> **What you are asked to do**
The listing below is to be copied exactly, with pictures excluded.

***** Available data *****

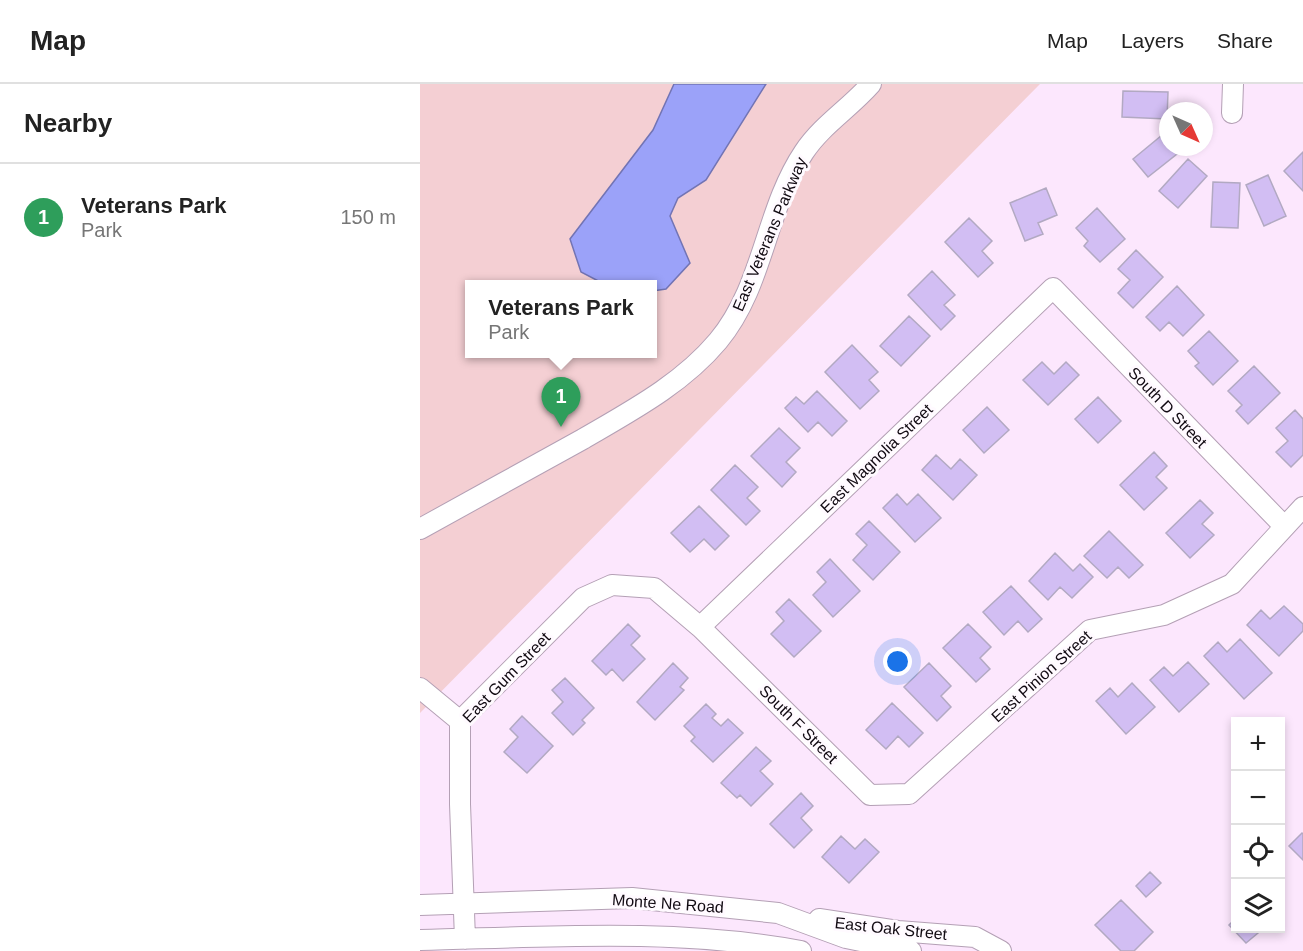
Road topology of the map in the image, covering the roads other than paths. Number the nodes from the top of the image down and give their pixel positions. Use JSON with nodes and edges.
{"nodes":[{"id":1,"x":871,"y":84,"type":"edge"},
{"id":2,"x":1233,"y":84,"type":"edge"},
{"id":3,"x":1232,"y":113,"type":"dead end"},
{"id":4,"x":1053,"y":288,"type":"joint"},
{"id":5,"x":1303,"y":507,"type":"edge"},
{"id":6,"x":1284,"y":526,"type":"junction"},
{"id":7,"x":420,"y":529,"type":"edge"},
{"id":8,"x":700,"y":627,"type":"junction"},
{"id":9,"x":420,"y":688,"type":"edge"},
{"id":10,"x":460,"y":721,"type":"junction"},
{"id":11,"x":909,"y":794,"type":"joint"},
{"id":12,"x":464,"y":903,"type":"junction"},
{"id":13,"x":420,"y":905,"type":"edge"},
{"id":14,"x":778,"y":913,"type":"junction"},
{"id":15,"x":584,"y":936,"type":"junction"},
{"id":16,"x":665,"y":938,"type":"junction"},
{"id":17,"x":465,"y":939,"type":"junction"},
{"id":18,"x":420,"y":940,"type":"edge"},
{"id":19,"x":606,"y":951,"type":"edge"},
{"id":20,"x":649,"y":951,"type":"edge"},
{"id":21,"x":801,"y":951,"type":"edge"},
{"id":22,"x":911,"y":951,"type":"edge"},
{"id":23,"x":1001,"y":951,"type":"edge"}],
"edges":[{"from":1,"to":7,"type":"street","name":"East Veterans Parkway"},
{"from":2,"to":3,"type":"street"},
{"from":4,"to":6,"type":"street","name":"South D Street"},
{"from":4,"to":8,"type":"street","name":"East Magnolia Street"},
{"from":5,"to":6,"type":"street","name":"East Pinion Street"},
{"from":6,"to":11,"type":"street","name":"East Pinion Street"},
{"from":8,"to":10,"type":"street","name":"East Gum Street"},
{"from":8,"to":11,"type":"street","name":"South F Street"},
{"from":9,"to":10,"type":"street"},
{"from":10,"to":12,"type":"street","name":"East Gum Street"},
{"from":12,"to":13,"type":"street","name":"Monte Ne Road"},
{"from":12,"to":14,"type":"street","name":"Monte Ne Road"},
{"from":12,"to":17,"type":"street","name":"East Gum Street"},
{"from":14,"to":22,"type":"street","name":"Monte Ne Road"},
{"from":14,"to":23,"type":"street","name":"East Oak Street"},
{"from":15,"to":16,"type":"street","name":"Monte Ne Road"},
{"from":15,"to":17,"type":"street","name":"Monte Ne Road"},
{"from":15,"to":19,"type":"street"},
{"from":16,"to":20,"type":"street"},
{"from":16,"to":21,"type":"street","name":"Monte Ne Road"},
{"from":17,"to":18,"type":"street","name":"Monte Ne Road"}]}
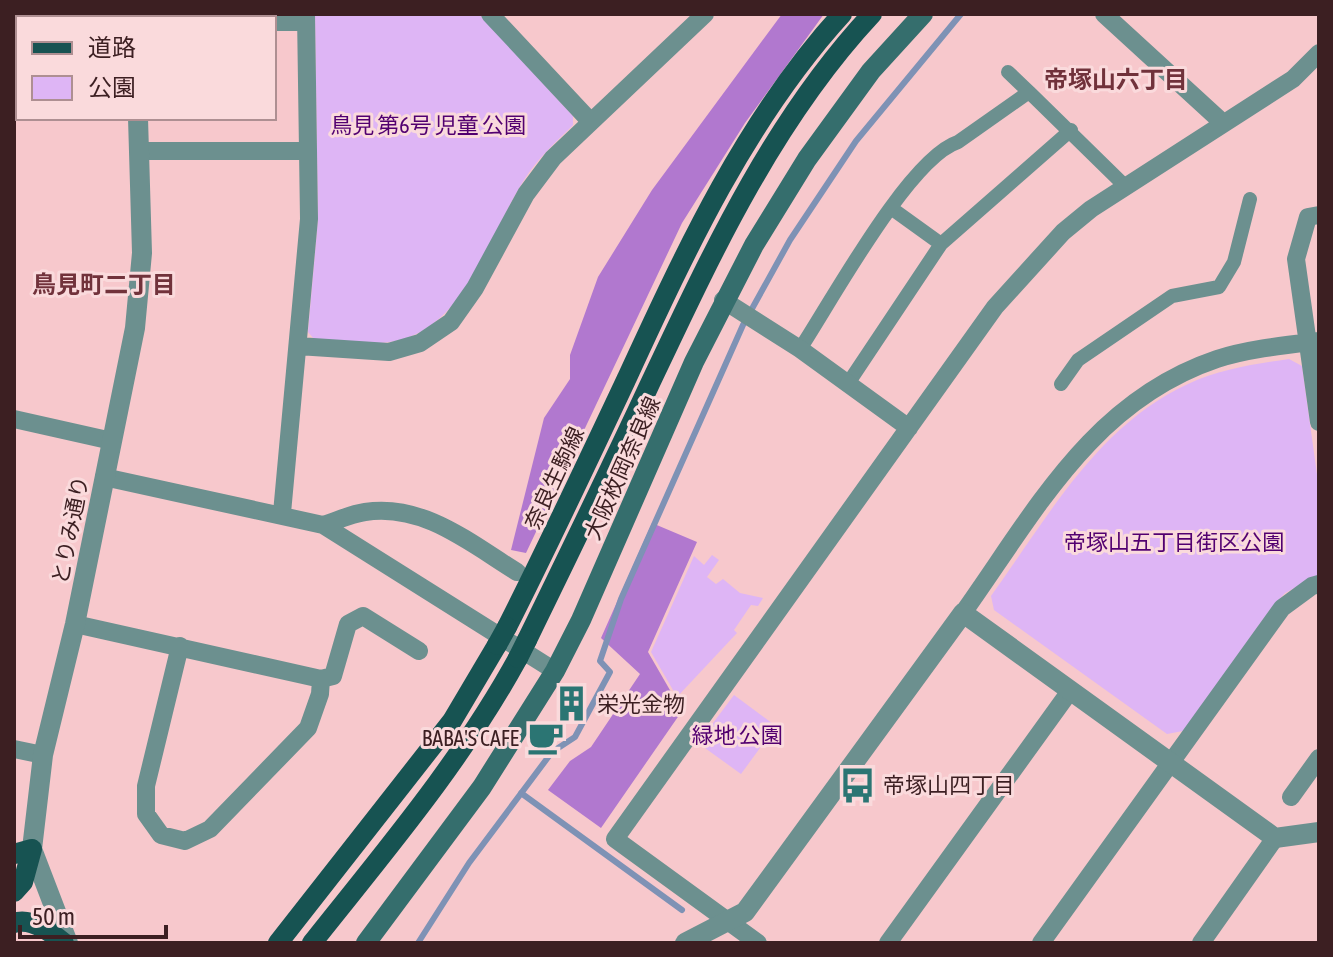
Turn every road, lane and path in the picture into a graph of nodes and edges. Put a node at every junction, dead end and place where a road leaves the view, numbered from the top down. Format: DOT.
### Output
graph roads {
  1 [pos="490,14"];
  2 [pos="705,14"];
  3 [pos="842,14"];
  4 [pos="872,14"];
  5 [pos="923,14"];
  6 [pos="1104,14"];
  7 [pos="306,18"];
  8 [pos="276,22"];
  9 [pos="1319,53"];
  10 [pos="1008,72"];
  11 [pos="1029,92"];
  12 [pos="138,120"];
  13 [pos="590,121"];
  14 [pos="1223,123"];
  15 [pos="1071,130"];
  16 [pos="139,151"];
  17 [pos="307,151"];
  18 [pos="1125,186"];
  19 [pos="1250,199"];
  20 [pos="891,208"];
  21 [pos="1319,215"];
  22 [pos="941,244"];
  23 [pos="723,300"];
  24 [pos="1313,342"];
  25 [pos="298,346"];
  26 [pos="800,349"];
  27 [pos="1061,384"];
  28 [pos="847,385"];
  29 [pos="14,419"];
  30 [pos="1319,422"];
  31 [pos="909,428"];
  32 [pos="112,441"];
  33 [pos="104,477"];
  34 [pos="282,513"];
  35 [pos="323,525"];
  36 [pos="517,572"];
  37 [pos="1319,584"];
  38 [pos="963,613"];
  39 [pos="75,624"];
  40 [pos="180,646"];
  41 [pos="419,651"];
  42 [pos="555,671"];
  43 [pos="321,679"];
  44 [pos="1070,691"];
  45 [pos="14,749"];
  46 [pos="43,755"];
  47 [pos="1319,758"];
  48 [pos="1171,762"];
  49 [pos="1291,797"];
  50 [pos="1319,832"];
  51 [pos="1275,838"];
  52 [pos="20,851"];
  53 [pos="14,892"];
  54 [pos="729,922"];
  55 [pos="14,923"];
  56 [pos="279,942"];
  57 [pos="66,943"];
  58 [pos="312,943"];
  59 [pos="366,943"];
  60 [pos="685,943"];
  61 [pos="758,943"];
  62 [pos="888,943"];
  63 [pos="1041,943"];
  64 [pos="1201,943"];
  1 -- 13 [label="street"];
  2 -- 13 [label="street"];
  3 -- 56 [label="main road, 奈良生駒線"];
  4 -- 58 [label="main road, 奈良生駒線"];
  5 -- 23 [label="main road, 大阪枚岡奈良線"];
  6 -- 14 [label="street"];
  7 -- 8 [label="street"];
  7 -- 17 [label="street"];
  9 -- 14 [label="street"];
  10 -- 11 [label="street"];
  11 -- 15 [label="street"];
  11 -- 20 [label="street"];
  12 -- 16 [label="street, とりみ通り"];
  13 -- 25 [label="street"];
  14 -- 18 [label="street"];
  15 -- 18 [label="street"];
  15 -- 22 [label="street"];
  16 -- 17 [label="street"];
  16 -- 32 [label="street, とりみ通り"];
  17 -- 25 [label="street"];
  18 -- 31 [label="street"];
  19 -- 27 [label="street"];
  20 -- 22 [label="street"];
  20 -- 26 [label="street"];
  21 -- 24 [label="street"];
  22 -- 28 [label="street"];
  23 -- 26 [label="street"];
  23 -- 42 [label="main road, 大阪枚岡奈良線"];
  24 -- 30 [label="street"];
  24 -- 38 [label="street"];
  25 -- 34 [label="street"];
  26 -- 28 [label="street"];
  28 -- 31 [label="street"];
  29 -- 32 [label="street"];
  31 -- 54 [label="street"];
  32 -- 33 [label="street, とりみ通り"];
  33 -- 34 [label="street"];
  33 -- 39 [label="street, とりみ通り"];
  34 -- 35 [label="street"];
  35 -- 36 [label="street"];
  35 -- 42 [label="street"];
  37 -- 48 [label="street"];
  38 -- 44 [label="street"];
  38 -- 54 [label="street"];
  39 -- 40 [label="street"];
  39 -- 46 [label="street, とりみ通り"];
  40 -- 43 [label="street"];
  40 -- 43 [label="street"];
  41 -- 43 [label="street"];
  42 -- 59 [label="main road, 大阪枚岡奈良線"];
  44 -- 48 [label="street"];
  44 -- 62 [label="street"];
  45 -- 46 [label="street"];
  46 -- 52 [label="street, とりみ通り"];
  47 -- 49 [label="street"];
  48 -- 51 [label="street"];
  48 -- 63 [label="street"];
  50 -- 51 [label="street"];
  51 -- 64 [label="street"];
  52 -- 53 [label="main road"];
  52 -- 57 [label="street, とりみ通り"];
  54 -- 60 [label="street"];
  54 -- 61 [label="street"];
  55 -- 57 [label="main road"];
}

*****

> **Exercise solution**
Road topology of the map in the image, covering the roads other than paths. Number the nodes from the top of the image down and give their pixel positions. Use JSON with nodes and edges.
{"nodes":[{"id":1,"x":871,"y":84,"type":"edge"},
{"id":2,"x":1233,"y":84,"type":"edge"},
{"id":3,"x":1232,"y":113,"type":"dead end"},
{"id":4,"x":1053,"y":288,"type":"joint"},
{"id":5,"x":1303,"y":507,"type":"edge"},
{"id":6,"x":1284,"y":526,"type":"junction"},
{"id":7,"x":420,"y":529,"type":"edge"},
{"id":8,"x":700,"y":627,"type":"junction"},
{"id":9,"x":420,"y":688,"type":"edge"},
{"id":10,"x":460,"y":721,"type":"junction"},
{"id":11,"x":909,"y":794,"type":"joint"},
{"id":12,"x":464,"y":903,"type":"junction"},
{"id":13,"x":420,"y":905,"type":"edge"},
{"id":14,"x":778,"y":913,"type":"junction"},
{"id":15,"x":584,"y":936,"type":"junction"},
{"id":16,"x":665,"y":938,"type":"junction"},
{"id":17,"x":465,"y":939,"type":"junction"},
{"id":18,"x":420,"y":940,"type":"edge"},
{"id":19,"x":606,"y":951,"type":"edge"},
{"id":20,"x":649,"y":951,"type":"edge"},
{"id":21,"x":801,"y":951,"type":"edge"},
{"id":22,"x":911,"y":951,"type":"edge"},
{"id":23,"x":1001,"y":951,"type":"edge"}],
"edges":[{"from":1,"to":7,"type":"street","name":"East Veterans Parkway"},
{"from":2,"to":3,"type":"street"},
{"from":4,"to":6,"type":"street","name":"South D Street"},
{"from":4,"to":8,"type":"street","name":"East Magnolia Street"},
{"from":5,"to":6,"type":"street","name":"East Pinion Street"},
{"from":6,"to":11,"type":"street","name":"East Pinion Street"},
{"from":8,"to":10,"type":"street","name":"East Gum Street"},
{"from":8,"to":11,"type":"street","name":"South F Street"},
{"from":9,"to":10,"type":"street"},
{"from":10,"to":12,"type":"street","name":"East Gum Street"},
{"from":12,"to":13,"type":"street","name":"Monte Ne Road"},
{"from":12,"to":14,"type":"street","name":"Monte Ne Road"},
{"from":12,"to":17,"type":"street","name":"East Gum Street"},
{"from":14,"to":22,"type":"street","name":"Monte Ne Road"},
{"from":14,"to":23,"type":"street","name":"East Oak Street"},
{"from":15,"to":16,"type":"street","name":"Monte Ne Road"},
{"from":15,"to":17,"type":"street","name":"Monte Ne Road"},
{"from":15,"to":19,"type":"street"},
{"from":16,"to":20,"type":"street"},
{"from":16,"to":21,"type":"street","name":"Monte Ne Road"},
{"from":17,"to":18,"type":"street","name":"Monte Ne Road"}]}
Turn every road, lane and path in the picture into a graph of nodes and edges. Put a node at every junction, dead end and place where a road leaves the view, numbered from the top down. Format: DOT.
### Output
graph roads {
  1 [pos="490,14"];
  2 [pos="705,14"];
  3 [pos="842,14"];
  4 [pos="872,14"];
  5 [pos="923,14"];
  6 [pos="1104,14"];
  7 [pos="306,18"];
  8 [pos="276,22"];
  9 [pos="1319,53"];
  10 [pos="1008,72"];
  11 [pos="1029,92"];
  12 [pos="138,120"];
  13 [pos="590,121"];
  14 [pos="1223,123"];
  15 [pos="1071,130"];
  16 [pos="139,151"];
  17 [pos="307,151"];
  18 [pos="1125,186"];
  19 [pos="1250,199"];
  20 [pos="891,208"];
  21 [pos="1319,215"];
  22 [pos="941,244"];
  23 [pos="723,300"];
  24 [pos="1313,342"];
  25 [pos="298,346"];
  26 [pos="800,349"];
  27 [pos="1061,384"];
  28 [pos="847,385"];
  29 [pos="14,419"];
  30 [pos="1319,422"];
  31 [pos="909,428"];
  32 [pos="112,441"];
  33 [pos="104,477"];
  34 [pos="282,513"];
  35 [pos="323,525"];
  36 [pos="517,572"];
  37 [pos="1319,584"];
  38 [pos="963,613"];
  39 [pos="75,624"];
  40 [pos="180,646"];
  41 [pos="419,651"];
  42 [pos="555,671"];
  43 [pos="321,679"];
  44 [pos="1070,691"];
  45 [pos="14,749"];
  46 [pos="43,755"];
  47 [pos="1319,758"];
  48 [pos="1171,762"];
  49 [pos="1291,797"];
  50 [pos="1319,832"];
  51 [pos="1275,838"];
  52 [pos="20,851"];
  53 [pos="14,892"];
  54 [pos="729,922"];
  55 [pos="14,923"];
  56 [pos="279,942"];
  57 [pos="66,943"];
  58 [pos="312,943"];
  59 [pos="366,943"];
  60 [pos="685,943"];
  61 [pos="758,943"];
  62 [pos="888,943"];
  63 [pos="1041,943"];
  64 [pos="1201,943"];
  1 -- 13 [label="street"];
  2 -- 13 [label="street"];
  3 -- 56 [label="main road, 奈良生駒線"];
  4 -- 58 [label="main road, 奈良生駒線"];
  5 -- 23 [label="main road, 大阪枚岡奈良線"];
  6 -- 14 [label="street"];
  7 -- 8 [label="street"];
  7 -- 17 [label="street"];
  9 -- 14 [label="street"];
  10 -- 11 [label="street"];
  11 -- 15 [label="street"];
  11 -- 20 [label="street"];
  12 -- 16 [label="street, とりみ通り"];
  13 -- 25 [label="street"];
  14 -- 18 [label="street"];
  15 -- 18 [label="street"];
  15 -- 22 [label="street"];
  16 -- 17 [label="street"];
  16 -- 32 [label="street, とりみ通り"];
  17 -- 25 [label="street"];
  18 -- 31 [label="street"];
  19 -- 27 [label="street"];
  20 -- 22 [label="street"];
  20 -- 26 [label="street"];
  21 -- 24 [label="street"];
  22 -- 28 [label="street"];
  23 -- 26 [label="street"];
  23 -- 42 [label="main road, 大阪枚岡奈良線"];
  24 -- 30 [label="street"];
  24 -- 38 [label="street"];
  25 -- 34 [label="street"];
  26 -- 28 [label="street"];
  28 -- 31 [label="street"];
  29 -- 32 [label="street"];
  31 -- 54 [label="street"];
  32 -- 33 [label="street, とりみ通り"];
  33 -- 34 [label="street"];
  33 -- 39 [label="street, とりみ通り"];
  34 -- 35 [label="street"];
  35 -- 36 [label="street"];
  35 -- 42 [label="street"];
  37 -- 48 [label="street"];
  38 -- 44 [label="street"];
  38 -- 54 [label="street"];
  39 -- 40 [label="street"];
  39 -- 46 [label="street, とりみ通り"];
  40 -- 43 [label="street"];
  40 -- 43 [label="street"];
  41 -- 43 [label="street"];
  42 -- 59 [label="main road, 大阪枚岡奈良線"];
  44 -- 48 [label="street"];
  44 -- 62 [label="street"];
  45 -- 46 [label="street"];
  46 -- 52 [label="street, とりみ通り"];
  47 -- 49 [label="street"];
  48 -- 51 [label="street"];
  48 -- 63 [label="street"];
  50 -- 51 [label="street"];
  51 -- 64 [label="street"];
  52 -- 53 [label="main road"];
  52 -- 57 [label="street, とりみ通り"];
  54 -- 60 [label="street"];
  54 -- 61 [label="street"];
  55 -- 57 [label="main road"];
}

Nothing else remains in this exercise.